* **Source records**:
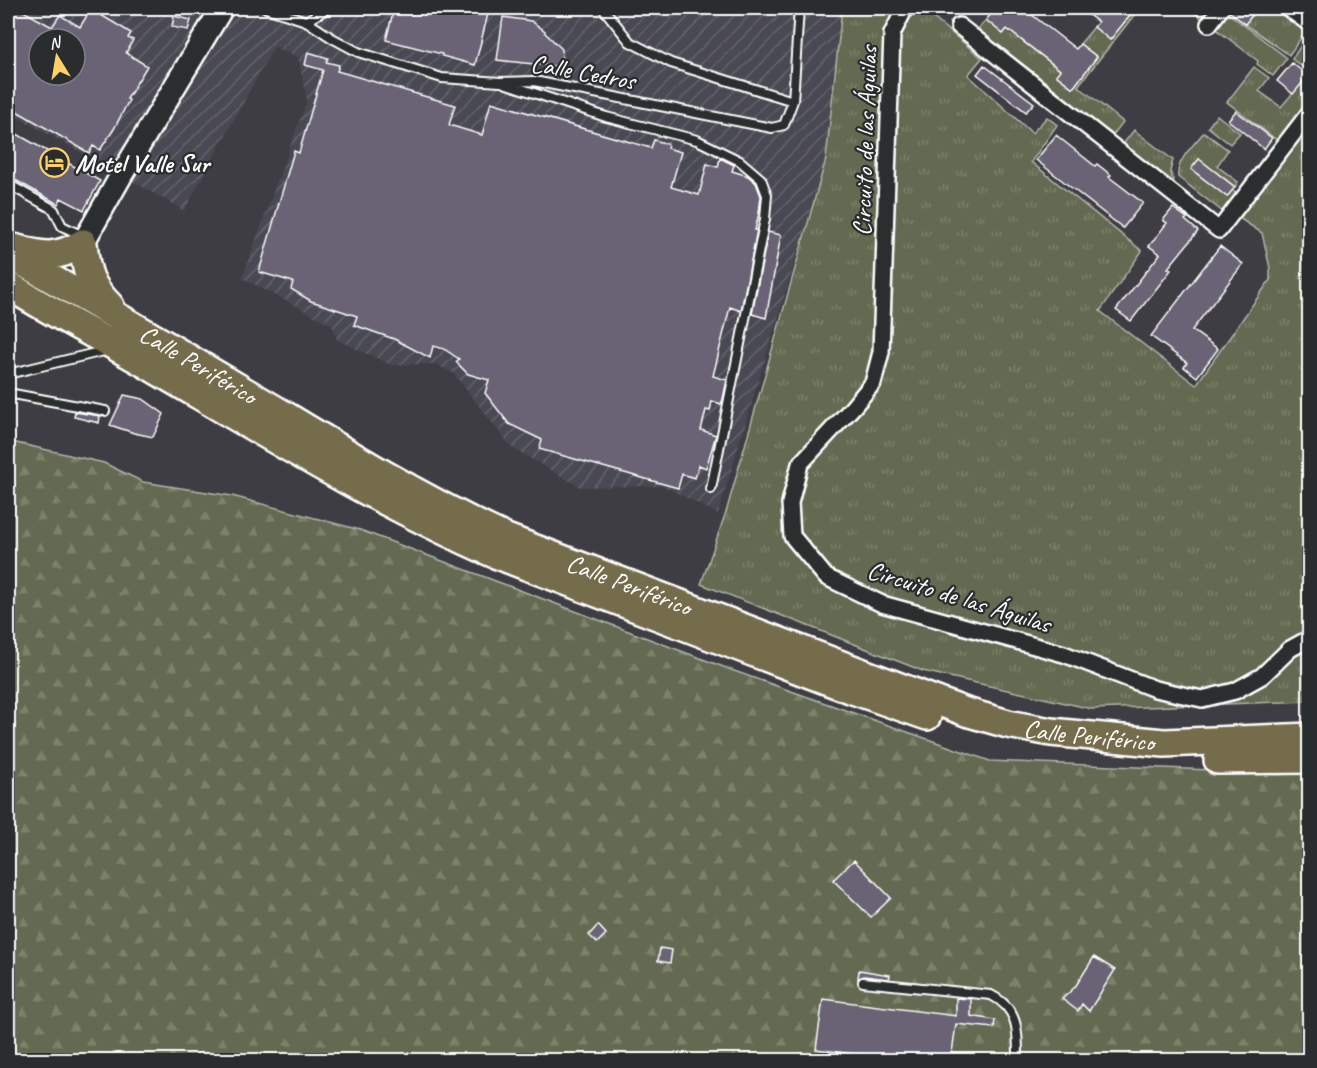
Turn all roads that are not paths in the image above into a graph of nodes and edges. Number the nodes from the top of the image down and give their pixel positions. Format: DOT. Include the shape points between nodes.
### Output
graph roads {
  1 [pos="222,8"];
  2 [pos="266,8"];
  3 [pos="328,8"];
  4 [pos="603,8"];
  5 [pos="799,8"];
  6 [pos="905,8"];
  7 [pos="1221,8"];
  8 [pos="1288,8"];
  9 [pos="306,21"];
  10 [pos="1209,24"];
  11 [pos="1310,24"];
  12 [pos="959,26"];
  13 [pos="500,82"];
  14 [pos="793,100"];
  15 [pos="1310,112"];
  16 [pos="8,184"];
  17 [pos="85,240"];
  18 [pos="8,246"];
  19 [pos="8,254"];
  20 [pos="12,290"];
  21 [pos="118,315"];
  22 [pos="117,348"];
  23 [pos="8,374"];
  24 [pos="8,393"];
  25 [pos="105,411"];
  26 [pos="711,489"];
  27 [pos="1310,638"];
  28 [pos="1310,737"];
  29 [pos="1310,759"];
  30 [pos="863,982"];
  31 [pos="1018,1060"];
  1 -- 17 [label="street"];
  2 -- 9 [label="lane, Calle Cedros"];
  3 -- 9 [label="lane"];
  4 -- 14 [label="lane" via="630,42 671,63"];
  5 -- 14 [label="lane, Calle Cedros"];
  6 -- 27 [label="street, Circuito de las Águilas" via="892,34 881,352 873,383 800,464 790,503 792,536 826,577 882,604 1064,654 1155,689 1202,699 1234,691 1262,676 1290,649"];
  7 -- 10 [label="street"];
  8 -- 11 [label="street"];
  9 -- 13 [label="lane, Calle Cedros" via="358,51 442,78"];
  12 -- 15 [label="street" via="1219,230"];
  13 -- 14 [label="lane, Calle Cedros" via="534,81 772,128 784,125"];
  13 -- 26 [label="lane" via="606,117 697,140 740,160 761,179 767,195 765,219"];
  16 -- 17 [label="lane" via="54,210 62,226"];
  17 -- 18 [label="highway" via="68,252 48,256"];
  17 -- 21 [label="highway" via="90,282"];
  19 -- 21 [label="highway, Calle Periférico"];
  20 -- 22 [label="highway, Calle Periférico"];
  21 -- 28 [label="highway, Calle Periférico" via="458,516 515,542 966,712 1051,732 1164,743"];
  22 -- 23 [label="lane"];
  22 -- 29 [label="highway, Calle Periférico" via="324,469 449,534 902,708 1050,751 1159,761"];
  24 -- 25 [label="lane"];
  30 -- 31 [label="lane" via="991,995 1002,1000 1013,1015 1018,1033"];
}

* * *

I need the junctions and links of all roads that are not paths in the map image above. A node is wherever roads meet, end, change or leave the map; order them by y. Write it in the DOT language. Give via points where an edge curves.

* **Exercise description**: Which lines in the listing hold the word "points"? Copy them out.

* **Response area**:
Turn all roads that are not paths in the image above into a graph of nodes and edges. Number the nodes from the top of the image down and give their pixel positions. Format: DOT. Include the shape points between nodes.
I need the junctions and links of all roads that are not paths in the map image above. A node is wherever roads meet, end, change or leave the map; order them by y. Write it in the DOT language. Give via points where an edge curves.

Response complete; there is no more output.